どうやら九龍城砦にタイムスリップしてしまったようです。
迷宮に迷い込んでしまった私。
明かりに吸い寄せられる虫のように、ネオンの光を求めて通路を歩いてゆくとエレベーターらしき扉を見つけました。上った先がマフィアの事務所だったらどうしよう…。
辺りを見渡すと、後ろにエスカレーターもあったのでソソクサそちらに乗り2Fへ上がります。
いざ2Fへ
増築を重ね積み上げられたバラック郡である九龍城砦の雰囲気そのものなのでしょうか。
今にも住民が窓を開け出てきそうな気配すら感じます。
壁に近づいてよく見ると、張り巡らされた無数の配線や何やら郵便受けのようなものが。
住民のものでしょうか?
窓の上に取り付けられている換気扇は、回っているものと、壊れたためか風によってユラリユラリと動いているもの。
今にも油っぽい中華料理の匂いが漂って来そうです。
壁一面には張り紙が。
「淋病」「梅毒」の名医に、「瞬速豊胸」など。医者まで居たのでしょうか?
ちょっとトイレに…。
まさか、ここまで再現するとは。
用を足していても気が気でない…。
ついついお財布の安否を気にしてしまいます。
ただすごく汚い風ですが、きちんと掃除はしてある感じでした。
はっ、ここはゲームセンターだった…
周りをみるとゲーム機が配置されており、ここがゲームセンターなのだと言う事を思い出させてくれました。
周辺に置いてあるレトロゲーム機が妙に空間にマッチしています。
九龍でダンスゲーム。なんとも不思議な感覚。
私は一体どこにいるのだろうかと考えてしまうほど、作りが精巧。
駐車場側からの入口は更に電脳感
車や自転車で来たお客さんは裏手から入場する感じになるみたいです。
近づくと太極図の扉が開きます。
うわぁ。電脳感が半端ない。
さらば電脳九龍城
あぁ、九龍城。
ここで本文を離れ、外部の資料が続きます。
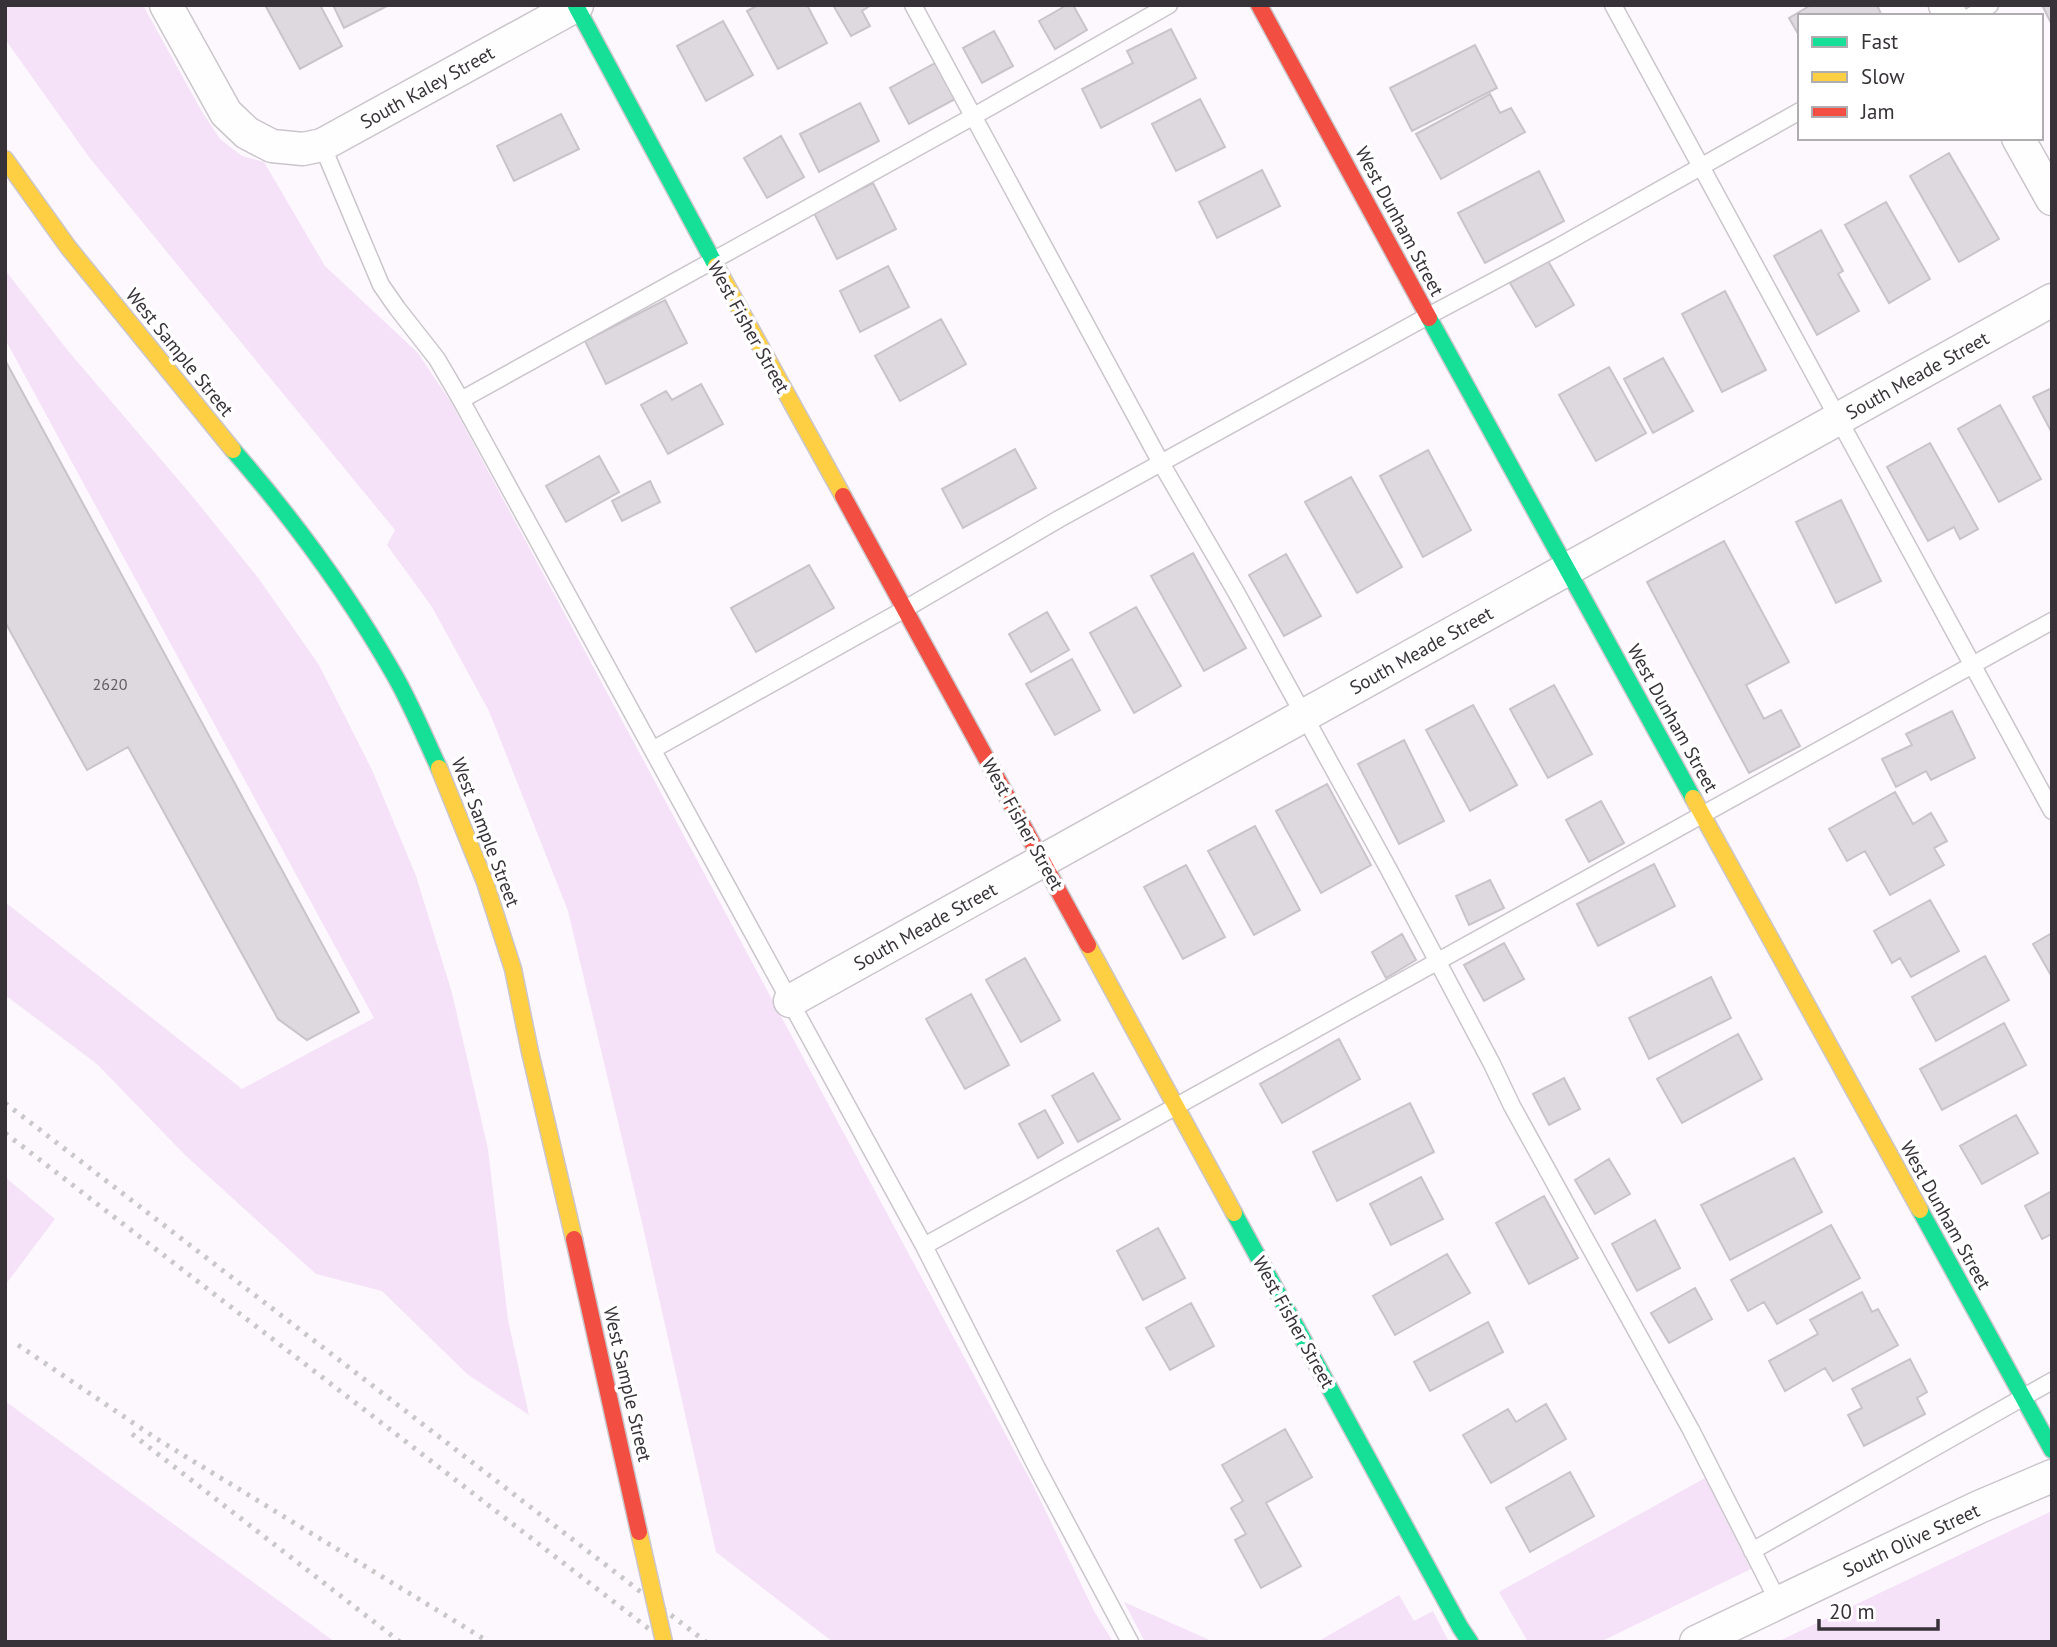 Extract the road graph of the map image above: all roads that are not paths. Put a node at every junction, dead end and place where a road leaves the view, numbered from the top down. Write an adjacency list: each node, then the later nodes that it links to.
1 (166, 5): 12 (street, South Kaley Street)
2 (913, 5): 10 (lane)
3 (1169, 5): 10 (lane)
4 (1259, 5): 18 (street, West Dunham Street)
5 (1613, 5): 14 (lane)
6 (1990, 5): 8 (lane)
7 (576, 6): 12 (street, South Kaley Street); 16 (street, West Fisher Street)
8 (1974, 14)
9 (1798, 112): 14 (lane)
10 (974, 116): 16 (lane); 21 (lane)
11 (2019, 140): 15 (street)
12 (322, 145): 19 (lane)
13 (5, 159): 41 (street, West Sample Street, bridge)
14 (1700, 167): 18 (lane); 20 (lane)
15 (2052, 200)
16 (712, 259): 19 (lane); 23 (street, West Fisher Street)
17 (2052, 300): 20 (street, South Meade Street)
18 (1428, 316): 21 (lane); 22 (street, West Dunham Street)
19 (461, 400): 27 (lane)
20 (1838, 418): 22 (street, South Meade Street); 25 (lane)
21 (1161, 463): 23 (lane); 26 (lane)
22 (1567, 569): 26 (street, South Meade Street); 29 (street, West Dunham Street)
23 (905, 609): 27 (lane); 30 (street, West Fisher Street)
24 (2052, 621): 25 (lane)
25 (1972, 665): 28 (lane); 29 (lane)
26 (1303, 716): 30 (street, South Meade Street); 31 (lane)
27 (653, 750): 32 (lane)
28 (2052, 811)
29 (1702, 814): 31 (lane); 36 (street, West Dunham Street)
30 (1043, 861): 32 (street, South Meade Street); 33 (street, West Fisher Street)
31 (1437, 962): 33 (lane); 39 (lane)
32 (790, 1000): 34 (lane)
33 (1177, 1106): 34 (lane); 43 (street, West Fisher Street)
34 (923, 1246): 42 (lane)
35 (2052, 1381): 36 (lane)
36 (2023, 1398): 37 (street, West Dunham Street); 39 (lane)
37 (2052, 1450)
38 (2052, 1476): 40 (street, South Olive Street)
39 (1752, 1551): 40 (lane)
40 (1779, 1603): 44 (street, South Olive Street)
41 (664, 1642)
42 (1130, 1642)
43 (1470, 1642)
44 (1696, 1642)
恐るべし。
完全にアジアの喧騒に飲まれてしまいました。
もう今すぐにでもバックパックを背負って旅に出たい気分です。
つい時間を忘れて長居してしまいました。
出口はどこか?と、とりあえず1Fまで下って行くと。
窓越しの美女の寝姿にどきりっ。
はあ、やっと出口が見つかった…。
まとめ
実物の再現性につてはさて置き、アジアの喧騒を思わせる他に例のない独特な雰囲気のあるゲームセンターは居心地も良かったです。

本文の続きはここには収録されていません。